Found on Paul Graham’s site: “according to a recent study, the MAPS RBL, probably the best known blacklist, catches only 24% of spam, with 34% false positives. It would take a conscious effort to write a content-based filter with performance that bad.”

The “recent study” is by David Nelson at Giga Information Group, sometime last year.

For the sake of it, I’ve checked out how the MAPS figures stack up using TCR, Ion Androutsopoulos‘ metric for measuring spam filter performance. TCR is a very nice single-figure metric, which takes into account the “inconvenience factor” of misfiled mails, based on a “lambda” setting indicating what action is taken when a mail is classified. For MAPS, I’m assuming a lambda of 9, the guideline figure for systems which bounce mail back to the sender, instead of 1 for simple tagging, or 999 for outright deletion with no notification.
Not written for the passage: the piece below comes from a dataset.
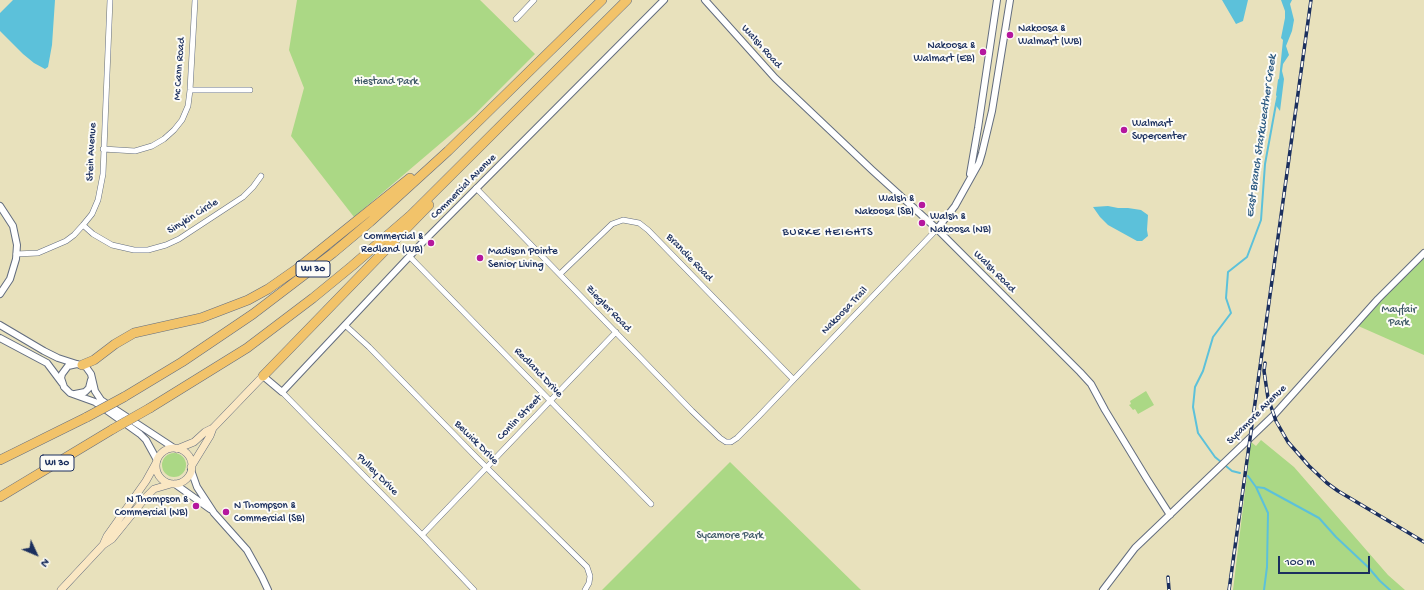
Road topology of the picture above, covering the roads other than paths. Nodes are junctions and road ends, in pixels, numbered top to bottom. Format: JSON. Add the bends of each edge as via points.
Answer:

So: using a lambda of 9, MAPS gets a TCR of 0.0912, a Spam Recall of 24%, and a Spam Precision of 17%. It’s worth noting that the baseline figure for TCR is 1.0, which represents no filtering whatsoever: ie. all the spam comes right into your mailbox.

In other words, using MAPS is more inconvenient all-round than not filtering your mail at all, if these figures are to be believed ;)

More spam: I’ve just assembled a totally-public corpus of spam and non-spam mail, to allow spamfilter developers to compare and contrast results using the same data. Let’s hope it proves useful.

Not spam: finally, I’m off to Chester for a wedding tomorrow morning; my good mates Kitty and Gerry are tying the knot, in Chester Zoo, no less. Let’s hope this horrible cold I’ve had all week dies down before Saturday…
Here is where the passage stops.